Boninsegna / E. Goffin) continued to supported my interest
with yearly predictions by post. Observations were made visually with
an 8" F/6 Newtonian magnification x48 + stopwatch and tape-recorder
to a time accuracy of 0.5 sec using the "TIM" speaking clock.
Most reports were negative - nothing seen. We are attempting to observe
an asteroid passing in front of a star. We see the star disappear
for a few seconds. This is recorded.
In 1990 I built a Philips low-light video camera kit helped by Andrew
J. Elliott (Assistant Director of the BAA Asteroid and Remote
Planets Section 1990-2010).
The camera was mounted a-focally to a 2nd generation Micro Channel
Plate (MCP) image intensifier in a DIY housing and used on my 8"

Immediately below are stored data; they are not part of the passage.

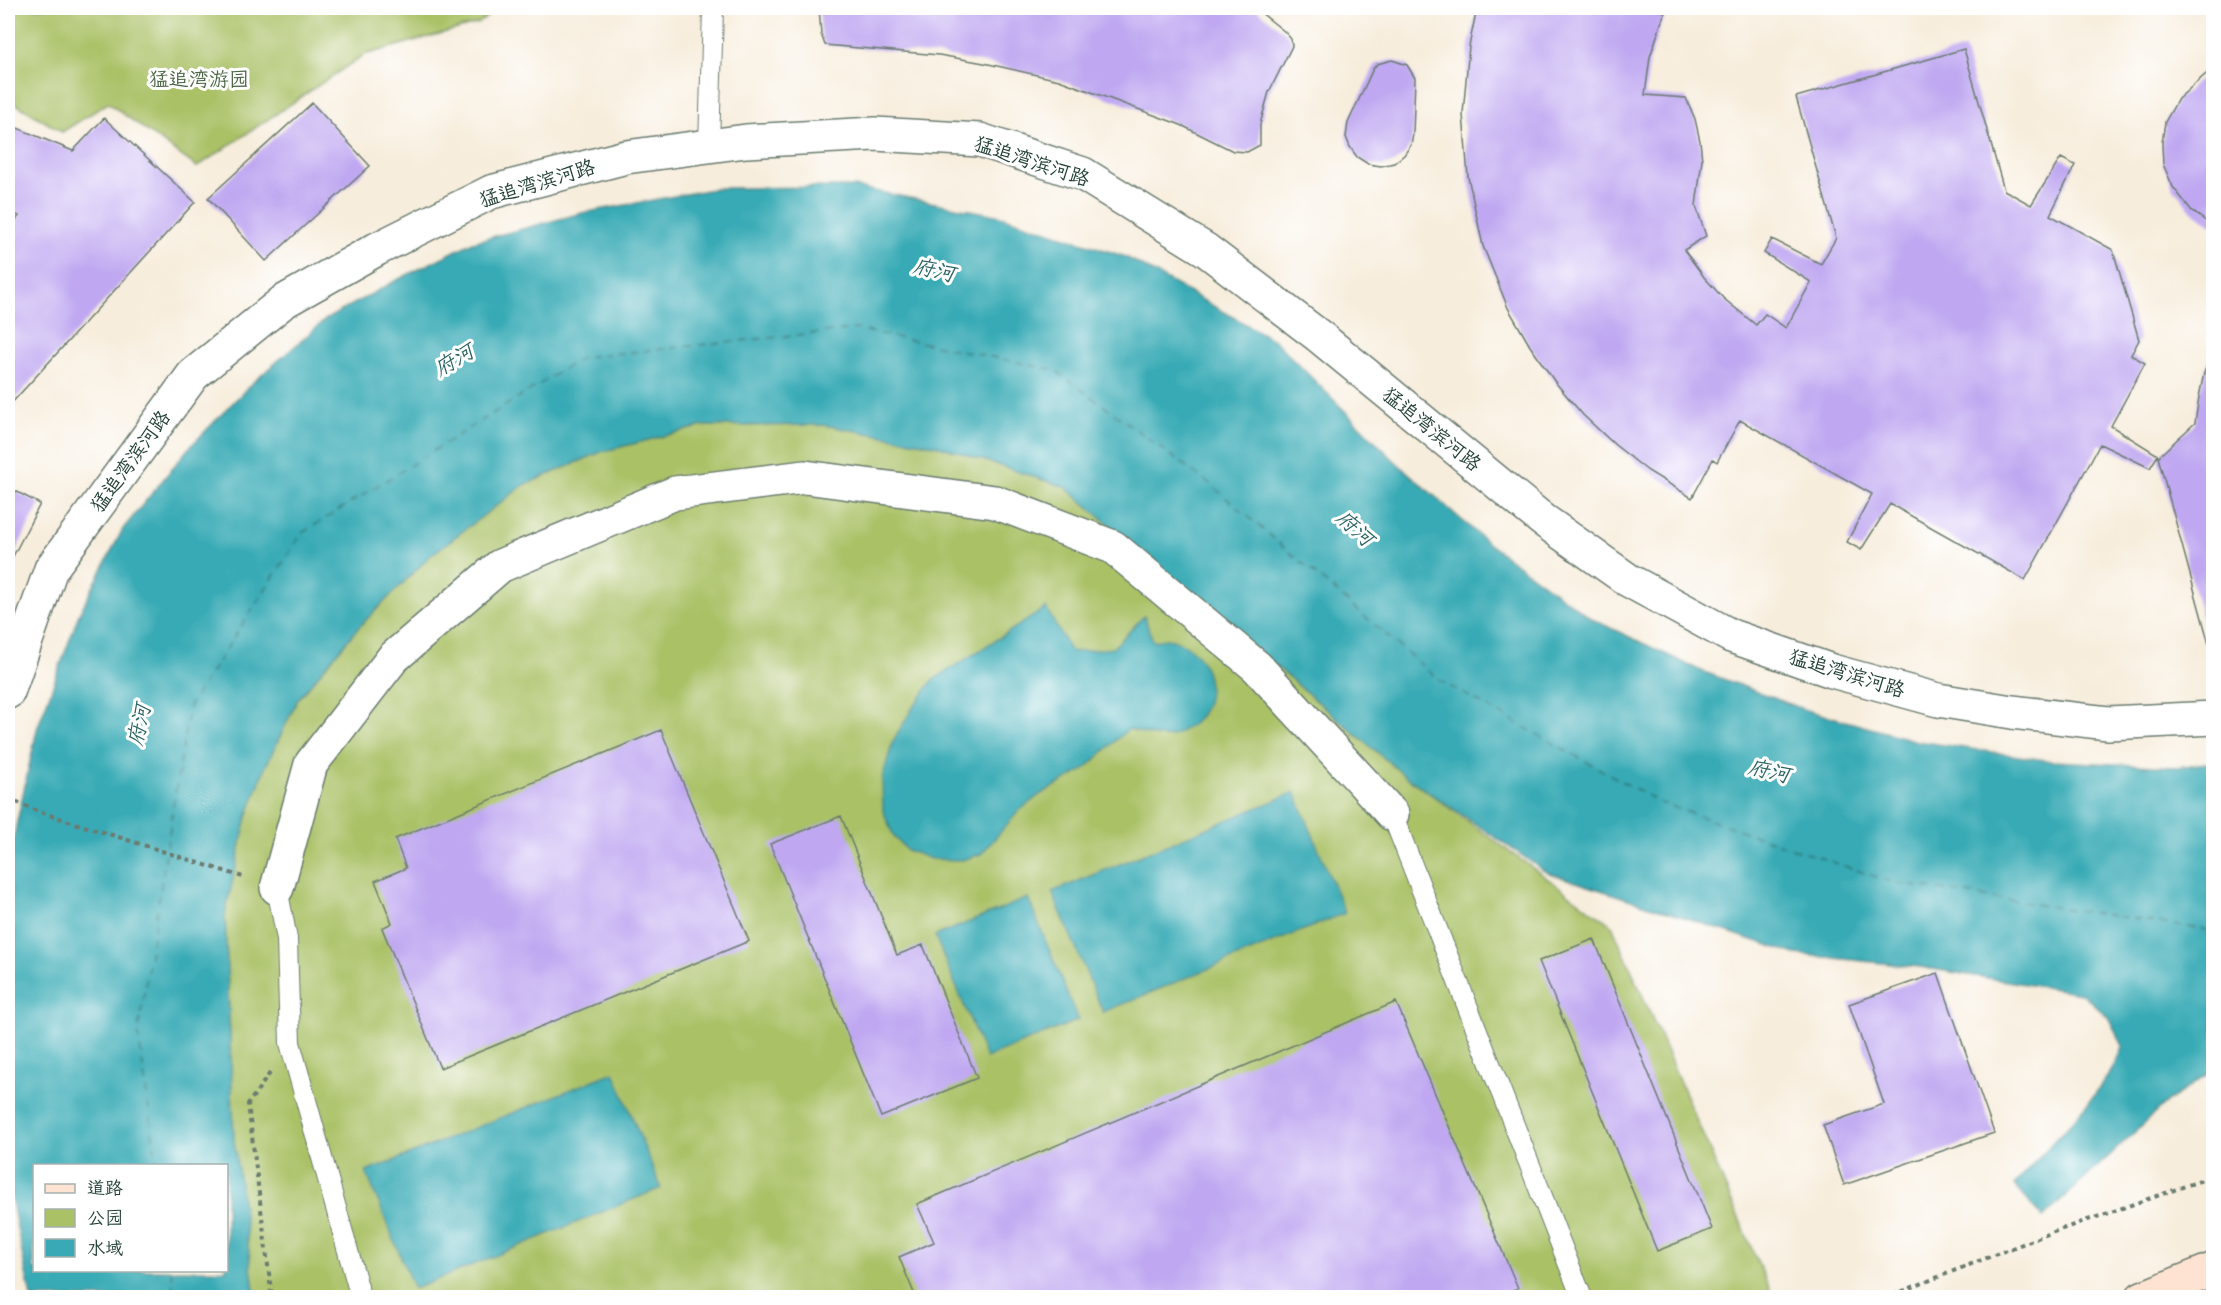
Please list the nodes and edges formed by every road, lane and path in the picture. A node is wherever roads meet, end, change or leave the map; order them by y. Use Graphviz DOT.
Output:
graph roads {
  1 [pos="713,8"];
  2 [pos="709,146"];
  3 [pos="8,692"];
  4 [pos="2214,718"];
  5 [pos="8,798"];
  6 [pos="1392,814"];
  7 [pos="264,884"];
  8 [pos="290,1043"];
  9 [pos="2214,1176"];
  10 [pos="2214,1269"];
  11 [pos="272,1298"];
  12 [pos="359,1298"];
  13 [pos="1581,1298"];
  14 [pos="1885,1298"];
  15 [pos="2142,1298"];
  1 -- 2 [label="lane"];
  2 -- 3 [label="street, 猛追湾滨河路"];
  2 -- 4 [label="street, 猛追湾滨河路"];
  5 -- 7 [label="path"];
  6 -- 7 [label="street"];
  6 -- 13 [label="lane"];
  7 -- 8 [label="lane"];
  8 -- 11 [label="path"];
  8 -- 12 [label="lane"];
  9 -- 14 [label="path"];
  10 -- 15 [label="street"];
}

F/6 Newtonian. The MCP was advertised for sale (possibly failed
military spec) and three were bought in 1991 (at £250 each).
One for the writer, Andrew Elliott and Denis Buczynski. The Philips
camera and MCP were replaced in 2005 with a WAT 120N+. Recordings
were being made on VHS tape with a Mitsubishi TDG (Time-Date-Overlay)
up to 2001. But this had the Millennium date bug so a VOLTEC TDG was
purchased from MAPLIN. Both time overlay units were manually sychronised
to UT by reference to an MSF
LED pulse which was recorded at the start and end of the observation.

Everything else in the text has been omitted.